Emerging evidence suggests a bidirectional communication axis between the brain and the gut microbiota. TBI triggers an acute inflammatory response, which in turn alters gut microbiota composition (dysbiosis). Dysbiosis can amplify neuroinflammation via pro-inflammatory mediators. Although these mechanisms have been characterized in the acute phase after TBI, their contribution to chronic TBI outcomes is currently unknown. We are conducting parallel analyses in animal models and patients (in collaboration with IRCCS San Gerardo dei Tintori, Monza, and IRCCS Ospedale Policlinico San Martino, Genoa) to longitudinally characterize intestinal dysfunction and dysbiosis and correlate them with long-term neurological outcomes. Additionally, we are testing pharmacological treatments to restore gut functionality and evaluate their impact on neurological recovery. If effective, this study could identify the gut as a novel therapeutic target for TBI.

Neurophysiological changes in acute brain injury models, such as stroke and TBI, are key to understanding long-term effects. High-density electrode neural interfaces developed by Corticale Srl allow precise monitoring of brain activity. Our aim is to understand how neural activity modifies following injury and how this influences recovery. The project is built around three main objectives: identifying neuroelectric signal indicating maladaptive processes following stroke or TBI, understanding how these alterations contribute to chronic injury outcomes, such as the development of epilepsy, neurodegeneration and dementia, and evaluating the efficacy of different therapeutic strategies by monitoring the response to treatment of neuroelectric signals.

TBI triggers acute and chronic pathological processes, including inflammation and molecular changes that contribute to neuronal death and functional impairment. Together with maladaptive processes, TBI induces adaptive events (as neurogenesis, angiogenesis, inflammatory modulations and synaptic plasticity), aimed at injury repair. Mesenchymal stromal cells (MSC) have demonstrated neuroprotective, reparative, and regenerative effects in animal models, improving functional and structural outcomes. These findings led to an ongoing clinical trial in collaboration with four hospitals in Lombardy, Italy (Fondazione IRCCS San Gerardo dei Tintori di Monza, Fondazione IRCCS Ca’ Granda Policlinico di Milano, e ASST Ospedale Papa Giovanni XXIII di Bergamo, Niguarda, Ca’ Granda), to assess the safety and efficacy of intravenous MSC therapy in severe TBI patients admitted to intensive care within 48 hours of injury. This could potentially pave the way for positive findings that would have significant therapeutic implications. In parallel, at the preclinical level, we are studying the secretome of MSCs, which consists of the soluble factors released by the cells that are involved in neurorepair and regeneration processes. We have demonstrated that the administration of the secretome leads to an improvement in both functional and anatomical damage following experimental traumatic brain injury. Ongoing studies aim to identify the protective mediators and define factors that may influence the therapeutic response, such as TBI heterogeneity, sex, and age.

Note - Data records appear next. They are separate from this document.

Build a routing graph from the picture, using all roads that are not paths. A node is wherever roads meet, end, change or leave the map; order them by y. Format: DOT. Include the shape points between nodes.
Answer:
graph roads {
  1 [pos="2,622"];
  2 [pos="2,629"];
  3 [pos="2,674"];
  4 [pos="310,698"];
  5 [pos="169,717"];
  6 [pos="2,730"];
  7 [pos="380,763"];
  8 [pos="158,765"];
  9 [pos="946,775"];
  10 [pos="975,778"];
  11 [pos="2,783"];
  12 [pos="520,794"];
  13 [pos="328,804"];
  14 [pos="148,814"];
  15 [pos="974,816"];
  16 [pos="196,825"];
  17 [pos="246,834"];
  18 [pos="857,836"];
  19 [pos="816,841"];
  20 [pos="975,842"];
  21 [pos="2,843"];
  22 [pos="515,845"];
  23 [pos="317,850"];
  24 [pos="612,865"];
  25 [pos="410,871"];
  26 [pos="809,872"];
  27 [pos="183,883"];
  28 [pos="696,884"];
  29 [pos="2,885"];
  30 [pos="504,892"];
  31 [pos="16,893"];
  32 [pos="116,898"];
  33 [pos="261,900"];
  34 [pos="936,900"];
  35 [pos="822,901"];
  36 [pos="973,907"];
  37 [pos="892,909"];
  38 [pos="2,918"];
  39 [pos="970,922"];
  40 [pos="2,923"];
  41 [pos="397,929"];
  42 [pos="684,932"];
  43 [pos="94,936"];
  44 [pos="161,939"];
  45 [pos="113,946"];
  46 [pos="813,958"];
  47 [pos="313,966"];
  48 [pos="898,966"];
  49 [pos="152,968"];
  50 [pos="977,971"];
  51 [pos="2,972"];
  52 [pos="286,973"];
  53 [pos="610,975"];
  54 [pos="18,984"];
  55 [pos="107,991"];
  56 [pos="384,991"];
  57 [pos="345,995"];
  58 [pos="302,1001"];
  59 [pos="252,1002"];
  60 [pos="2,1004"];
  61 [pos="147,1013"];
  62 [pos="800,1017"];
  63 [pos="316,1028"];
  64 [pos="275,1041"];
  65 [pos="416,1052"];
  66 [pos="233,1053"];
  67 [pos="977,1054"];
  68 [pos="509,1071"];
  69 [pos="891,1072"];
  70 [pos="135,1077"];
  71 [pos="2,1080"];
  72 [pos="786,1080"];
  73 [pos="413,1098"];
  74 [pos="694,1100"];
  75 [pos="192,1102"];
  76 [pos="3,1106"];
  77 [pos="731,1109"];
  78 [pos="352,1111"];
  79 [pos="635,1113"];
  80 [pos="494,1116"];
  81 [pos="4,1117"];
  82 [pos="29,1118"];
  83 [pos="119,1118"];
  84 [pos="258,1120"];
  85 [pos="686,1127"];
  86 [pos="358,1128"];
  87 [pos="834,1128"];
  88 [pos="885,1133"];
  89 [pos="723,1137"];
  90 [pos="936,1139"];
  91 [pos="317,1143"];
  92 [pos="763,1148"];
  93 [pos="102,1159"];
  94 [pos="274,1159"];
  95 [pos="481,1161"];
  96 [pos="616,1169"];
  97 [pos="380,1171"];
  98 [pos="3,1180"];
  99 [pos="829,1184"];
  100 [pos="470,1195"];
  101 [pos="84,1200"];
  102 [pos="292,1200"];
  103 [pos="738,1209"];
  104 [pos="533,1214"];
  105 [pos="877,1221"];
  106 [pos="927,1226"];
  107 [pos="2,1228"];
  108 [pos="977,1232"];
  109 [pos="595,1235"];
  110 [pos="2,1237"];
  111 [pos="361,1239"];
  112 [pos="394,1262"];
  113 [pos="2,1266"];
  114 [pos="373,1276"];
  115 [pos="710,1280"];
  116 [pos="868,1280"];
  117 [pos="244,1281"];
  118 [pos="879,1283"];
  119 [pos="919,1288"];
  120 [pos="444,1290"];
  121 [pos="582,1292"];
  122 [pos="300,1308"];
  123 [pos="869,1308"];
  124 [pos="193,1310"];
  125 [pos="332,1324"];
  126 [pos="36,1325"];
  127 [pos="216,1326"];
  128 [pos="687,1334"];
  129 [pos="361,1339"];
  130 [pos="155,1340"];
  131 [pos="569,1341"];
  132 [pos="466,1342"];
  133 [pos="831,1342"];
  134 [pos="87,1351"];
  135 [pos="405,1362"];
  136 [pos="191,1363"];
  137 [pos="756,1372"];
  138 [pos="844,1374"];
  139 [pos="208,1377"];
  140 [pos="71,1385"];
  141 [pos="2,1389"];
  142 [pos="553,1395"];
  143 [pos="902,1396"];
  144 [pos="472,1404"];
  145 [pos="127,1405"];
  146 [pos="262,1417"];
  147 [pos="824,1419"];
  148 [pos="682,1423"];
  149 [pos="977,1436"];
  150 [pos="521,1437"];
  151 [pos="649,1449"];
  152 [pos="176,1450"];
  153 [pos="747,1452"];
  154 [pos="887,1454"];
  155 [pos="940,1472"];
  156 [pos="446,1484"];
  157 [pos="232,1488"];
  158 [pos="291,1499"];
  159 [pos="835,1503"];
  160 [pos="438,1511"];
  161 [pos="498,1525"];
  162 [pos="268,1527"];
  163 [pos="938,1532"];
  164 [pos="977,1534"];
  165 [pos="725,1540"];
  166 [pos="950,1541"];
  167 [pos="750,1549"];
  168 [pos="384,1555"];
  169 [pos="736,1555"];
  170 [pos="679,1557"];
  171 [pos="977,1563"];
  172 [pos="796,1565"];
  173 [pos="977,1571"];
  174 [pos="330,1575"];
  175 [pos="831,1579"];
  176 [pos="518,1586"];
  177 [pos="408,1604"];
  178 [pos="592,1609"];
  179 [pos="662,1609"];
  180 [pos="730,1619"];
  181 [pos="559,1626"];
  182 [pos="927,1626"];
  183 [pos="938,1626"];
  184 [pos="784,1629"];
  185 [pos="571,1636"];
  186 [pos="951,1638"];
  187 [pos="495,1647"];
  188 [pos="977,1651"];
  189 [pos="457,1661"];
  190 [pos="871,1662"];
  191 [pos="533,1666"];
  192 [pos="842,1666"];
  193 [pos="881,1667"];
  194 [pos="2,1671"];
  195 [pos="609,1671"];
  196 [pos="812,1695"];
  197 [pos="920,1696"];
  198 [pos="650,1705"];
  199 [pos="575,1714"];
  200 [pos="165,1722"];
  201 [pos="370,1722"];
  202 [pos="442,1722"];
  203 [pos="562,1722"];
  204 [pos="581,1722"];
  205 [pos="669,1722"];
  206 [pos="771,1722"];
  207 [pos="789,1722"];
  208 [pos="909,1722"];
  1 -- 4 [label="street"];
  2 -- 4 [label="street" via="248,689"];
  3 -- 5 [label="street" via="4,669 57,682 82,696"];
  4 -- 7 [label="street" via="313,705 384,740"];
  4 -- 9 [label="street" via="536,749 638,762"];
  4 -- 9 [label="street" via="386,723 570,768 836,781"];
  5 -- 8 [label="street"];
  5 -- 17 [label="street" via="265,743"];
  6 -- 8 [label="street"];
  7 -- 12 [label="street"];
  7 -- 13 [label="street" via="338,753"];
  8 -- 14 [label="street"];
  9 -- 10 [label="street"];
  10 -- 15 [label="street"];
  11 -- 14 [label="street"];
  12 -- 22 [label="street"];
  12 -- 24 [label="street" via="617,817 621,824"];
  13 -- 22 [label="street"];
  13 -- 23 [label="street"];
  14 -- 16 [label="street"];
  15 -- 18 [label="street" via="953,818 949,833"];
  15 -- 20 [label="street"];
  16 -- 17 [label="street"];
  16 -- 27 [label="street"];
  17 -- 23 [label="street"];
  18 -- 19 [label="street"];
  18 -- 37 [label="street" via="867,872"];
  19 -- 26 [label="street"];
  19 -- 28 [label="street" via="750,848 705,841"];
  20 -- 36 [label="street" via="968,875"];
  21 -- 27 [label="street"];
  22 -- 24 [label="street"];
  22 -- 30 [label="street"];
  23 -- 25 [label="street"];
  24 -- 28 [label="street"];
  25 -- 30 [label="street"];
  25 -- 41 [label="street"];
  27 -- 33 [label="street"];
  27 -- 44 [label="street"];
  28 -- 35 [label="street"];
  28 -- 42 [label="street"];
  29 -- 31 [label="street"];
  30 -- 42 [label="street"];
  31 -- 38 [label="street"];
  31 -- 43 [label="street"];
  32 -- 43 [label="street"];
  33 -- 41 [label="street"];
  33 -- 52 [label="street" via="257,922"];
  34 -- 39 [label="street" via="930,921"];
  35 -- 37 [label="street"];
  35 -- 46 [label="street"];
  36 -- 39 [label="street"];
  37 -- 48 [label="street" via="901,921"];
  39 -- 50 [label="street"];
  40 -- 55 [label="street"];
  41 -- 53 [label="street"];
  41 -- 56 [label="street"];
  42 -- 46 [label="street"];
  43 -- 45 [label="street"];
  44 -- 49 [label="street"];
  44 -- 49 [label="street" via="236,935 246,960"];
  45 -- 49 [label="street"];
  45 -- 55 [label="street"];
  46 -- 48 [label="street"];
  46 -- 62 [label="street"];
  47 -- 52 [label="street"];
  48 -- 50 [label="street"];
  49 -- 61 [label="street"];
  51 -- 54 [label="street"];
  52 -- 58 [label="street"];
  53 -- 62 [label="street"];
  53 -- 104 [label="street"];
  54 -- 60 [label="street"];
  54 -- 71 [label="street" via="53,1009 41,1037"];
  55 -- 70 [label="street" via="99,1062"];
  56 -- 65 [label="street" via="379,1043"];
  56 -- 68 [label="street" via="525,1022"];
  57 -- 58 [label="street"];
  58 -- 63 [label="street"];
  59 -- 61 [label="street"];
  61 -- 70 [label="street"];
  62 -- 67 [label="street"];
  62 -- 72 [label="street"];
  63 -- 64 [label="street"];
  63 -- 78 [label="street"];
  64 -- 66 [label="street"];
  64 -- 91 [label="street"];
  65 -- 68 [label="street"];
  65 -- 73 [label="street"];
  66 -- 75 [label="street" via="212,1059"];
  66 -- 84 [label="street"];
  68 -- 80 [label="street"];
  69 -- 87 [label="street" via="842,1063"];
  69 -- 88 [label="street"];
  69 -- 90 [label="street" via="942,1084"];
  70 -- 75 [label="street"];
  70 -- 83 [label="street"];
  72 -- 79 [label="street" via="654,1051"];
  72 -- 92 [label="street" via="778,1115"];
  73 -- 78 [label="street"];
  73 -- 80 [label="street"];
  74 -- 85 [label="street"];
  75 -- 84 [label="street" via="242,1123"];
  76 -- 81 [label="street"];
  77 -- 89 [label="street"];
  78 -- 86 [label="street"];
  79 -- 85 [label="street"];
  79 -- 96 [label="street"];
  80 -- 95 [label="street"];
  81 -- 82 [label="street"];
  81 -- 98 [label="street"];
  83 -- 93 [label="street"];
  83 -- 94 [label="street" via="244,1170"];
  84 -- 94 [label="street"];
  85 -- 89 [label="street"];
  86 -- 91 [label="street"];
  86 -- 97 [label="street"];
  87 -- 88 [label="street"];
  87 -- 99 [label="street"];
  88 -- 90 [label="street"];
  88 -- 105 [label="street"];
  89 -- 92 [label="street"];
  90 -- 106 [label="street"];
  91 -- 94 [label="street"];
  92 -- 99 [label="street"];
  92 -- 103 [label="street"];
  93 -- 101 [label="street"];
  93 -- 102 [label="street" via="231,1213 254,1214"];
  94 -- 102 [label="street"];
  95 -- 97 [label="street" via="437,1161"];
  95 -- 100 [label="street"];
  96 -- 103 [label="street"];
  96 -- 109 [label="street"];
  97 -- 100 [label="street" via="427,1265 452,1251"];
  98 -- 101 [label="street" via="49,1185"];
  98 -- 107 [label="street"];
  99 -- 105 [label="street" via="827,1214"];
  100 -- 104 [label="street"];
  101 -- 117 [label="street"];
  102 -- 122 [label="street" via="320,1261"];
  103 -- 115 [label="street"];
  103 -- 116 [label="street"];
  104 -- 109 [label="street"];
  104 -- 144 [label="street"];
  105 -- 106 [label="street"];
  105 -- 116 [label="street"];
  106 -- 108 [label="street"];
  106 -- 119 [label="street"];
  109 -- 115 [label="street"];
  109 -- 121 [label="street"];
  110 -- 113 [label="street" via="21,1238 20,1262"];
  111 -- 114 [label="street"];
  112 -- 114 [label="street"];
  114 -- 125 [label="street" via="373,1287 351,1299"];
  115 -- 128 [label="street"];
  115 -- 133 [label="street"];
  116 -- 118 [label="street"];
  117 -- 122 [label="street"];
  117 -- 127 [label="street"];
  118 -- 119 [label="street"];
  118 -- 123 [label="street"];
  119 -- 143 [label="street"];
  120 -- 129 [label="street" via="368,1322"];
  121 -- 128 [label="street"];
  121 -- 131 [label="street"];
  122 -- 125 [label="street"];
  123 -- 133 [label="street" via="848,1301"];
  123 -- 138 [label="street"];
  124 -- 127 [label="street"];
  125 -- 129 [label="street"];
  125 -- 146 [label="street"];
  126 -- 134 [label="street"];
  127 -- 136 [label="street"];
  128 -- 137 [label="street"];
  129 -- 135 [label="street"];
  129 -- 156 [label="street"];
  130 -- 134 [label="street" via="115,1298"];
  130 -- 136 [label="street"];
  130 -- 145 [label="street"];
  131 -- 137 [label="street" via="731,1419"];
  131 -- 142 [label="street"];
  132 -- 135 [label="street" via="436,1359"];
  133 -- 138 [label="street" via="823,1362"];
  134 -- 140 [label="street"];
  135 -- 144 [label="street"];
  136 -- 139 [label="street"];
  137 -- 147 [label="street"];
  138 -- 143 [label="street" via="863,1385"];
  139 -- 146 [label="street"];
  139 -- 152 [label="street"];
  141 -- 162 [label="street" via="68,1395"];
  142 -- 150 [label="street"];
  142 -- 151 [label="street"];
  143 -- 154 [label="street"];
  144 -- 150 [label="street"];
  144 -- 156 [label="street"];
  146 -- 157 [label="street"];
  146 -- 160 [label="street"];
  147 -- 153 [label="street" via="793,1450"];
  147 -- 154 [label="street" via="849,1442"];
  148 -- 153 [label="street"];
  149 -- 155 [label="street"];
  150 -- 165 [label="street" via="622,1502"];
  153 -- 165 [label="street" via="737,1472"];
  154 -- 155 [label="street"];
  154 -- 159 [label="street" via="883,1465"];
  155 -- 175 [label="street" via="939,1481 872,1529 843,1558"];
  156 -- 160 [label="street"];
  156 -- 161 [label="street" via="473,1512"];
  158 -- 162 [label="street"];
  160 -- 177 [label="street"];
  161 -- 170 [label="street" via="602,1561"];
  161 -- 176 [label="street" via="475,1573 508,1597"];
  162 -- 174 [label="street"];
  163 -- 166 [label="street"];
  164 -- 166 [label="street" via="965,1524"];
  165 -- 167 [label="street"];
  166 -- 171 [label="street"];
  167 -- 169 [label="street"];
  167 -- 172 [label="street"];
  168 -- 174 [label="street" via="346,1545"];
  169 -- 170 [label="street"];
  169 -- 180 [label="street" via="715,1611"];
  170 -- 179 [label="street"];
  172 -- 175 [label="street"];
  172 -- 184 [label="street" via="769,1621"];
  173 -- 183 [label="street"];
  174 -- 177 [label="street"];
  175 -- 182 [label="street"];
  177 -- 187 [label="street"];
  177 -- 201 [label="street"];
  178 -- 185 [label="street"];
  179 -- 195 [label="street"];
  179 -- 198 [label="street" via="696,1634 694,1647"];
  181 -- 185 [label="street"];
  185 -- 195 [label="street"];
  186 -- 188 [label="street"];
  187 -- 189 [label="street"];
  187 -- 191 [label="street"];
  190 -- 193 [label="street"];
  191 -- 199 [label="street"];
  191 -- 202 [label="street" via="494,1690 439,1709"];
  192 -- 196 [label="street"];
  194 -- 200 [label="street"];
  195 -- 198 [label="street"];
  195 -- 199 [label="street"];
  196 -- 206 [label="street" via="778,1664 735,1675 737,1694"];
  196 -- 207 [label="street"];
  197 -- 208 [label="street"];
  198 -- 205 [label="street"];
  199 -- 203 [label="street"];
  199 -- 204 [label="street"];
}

Repeated mild TBI, common in contact sports, increases the risk of neurodegeneration and predisposes individuals to dementia. Currently, no treatments exist to prevent long-term effects of sports-related TBI, and better diagnostic tools are needed to monitor microscopic brain damage. Using a murine model of repeated mild TBI, we identified plasma neurofilament light (NfL) as an acute indicator of white matter damage, predicting long-term cognitive impairment. New biomarker identification could have major implications for assessing the long-term consequences of sports-related TBI and evaluating novel therapeutic approaches.